* REQUIRED ACTION
An exact copy of all the data below is needed.

* PROVIDED ENTRIES
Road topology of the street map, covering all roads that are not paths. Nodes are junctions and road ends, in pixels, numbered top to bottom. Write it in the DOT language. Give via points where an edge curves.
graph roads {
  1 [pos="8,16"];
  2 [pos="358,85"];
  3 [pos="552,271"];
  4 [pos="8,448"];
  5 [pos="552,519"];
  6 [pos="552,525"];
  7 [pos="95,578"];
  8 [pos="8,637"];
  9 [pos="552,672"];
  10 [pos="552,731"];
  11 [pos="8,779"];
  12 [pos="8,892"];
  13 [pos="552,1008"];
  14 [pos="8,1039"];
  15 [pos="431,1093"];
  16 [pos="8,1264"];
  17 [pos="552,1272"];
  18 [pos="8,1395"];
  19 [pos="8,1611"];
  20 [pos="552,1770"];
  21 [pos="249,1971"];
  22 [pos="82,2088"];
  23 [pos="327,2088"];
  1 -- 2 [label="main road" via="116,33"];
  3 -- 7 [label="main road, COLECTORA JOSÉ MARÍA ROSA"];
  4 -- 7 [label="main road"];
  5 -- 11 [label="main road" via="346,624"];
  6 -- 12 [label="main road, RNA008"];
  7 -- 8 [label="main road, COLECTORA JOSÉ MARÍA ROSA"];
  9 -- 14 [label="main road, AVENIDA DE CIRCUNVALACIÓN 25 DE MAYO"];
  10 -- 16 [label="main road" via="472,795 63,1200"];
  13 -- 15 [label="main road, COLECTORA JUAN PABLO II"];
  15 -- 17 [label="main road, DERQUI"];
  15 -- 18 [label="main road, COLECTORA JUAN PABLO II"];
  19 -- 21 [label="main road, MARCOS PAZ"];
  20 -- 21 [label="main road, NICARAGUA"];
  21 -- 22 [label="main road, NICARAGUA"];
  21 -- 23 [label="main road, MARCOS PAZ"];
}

* EXERCISE SOLUTION
Road topology of the street map, covering all roads that are not paths. Nodes are junctions and road ends, in pixels, numbered top to bottom. Write it in the DOT language. Give via points where an edge curves.
graph roads {
  1 [pos="8,16"];
  2 [pos="358,85"];
  3 [pos="552,271"];
  4 [pos="8,448"];
  5 [pos="552,519"];
  6 [pos="552,525"];
  7 [pos="95,578"];
  8 [pos="8,637"];
  9 [pos="552,672"];
  10 [pos="552,731"];
  11 [pos="8,779"];
  12 [pos="8,892"];
  13 [pos="552,1008"];
  14 [pos="8,1039"];
  15 [pos="431,1093"];
  16 [pos="8,1264"];
  17 [pos="552,1272"];
  18 [pos="8,1395"];
  19 [pos="8,1611"];
  20 [pos="552,1770"];
  21 [pos="249,1971"];
  22 [pos="82,2088"];
  23 [pos="327,2088"];
  1 -- 2 [label="main road" via="116,33"];
  3 -- 7 [label="main road, COLECTORA JOSÉ MARÍA ROSA"];
  4 -- 7 [label="main road"];
  5 -- 11 [label="main road" via="346,624"];
  6 -- 12 [label="main road, RNA008"];
  7 -- 8 [label="main road, COLECTORA JOSÉ MARÍA ROSA"];
  9 -- 14 [label="main road, AVENIDA DE CIRCUNVALACIÓN 25 DE MAYO"];
  10 -- 16 [label="main road" via="472,795 63,1200"];
  13 -- 15 [label="main road, COLECTORA JUAN PABLO II"];
  15 -- 17 [label="main road, DERQUI"];
  15 -- 18 [label="main road, COLECTORA JUAN PABLO II"];
  19 -- 21 [label="main road, MARCOS PAZ"];
  20 -- 21 [label="main road, NICARAGUA"];
  21 -- 22 [label="main road, NICARAGUA"];
  21 -- 23 [label="main road, MARCOS PAZ"];
}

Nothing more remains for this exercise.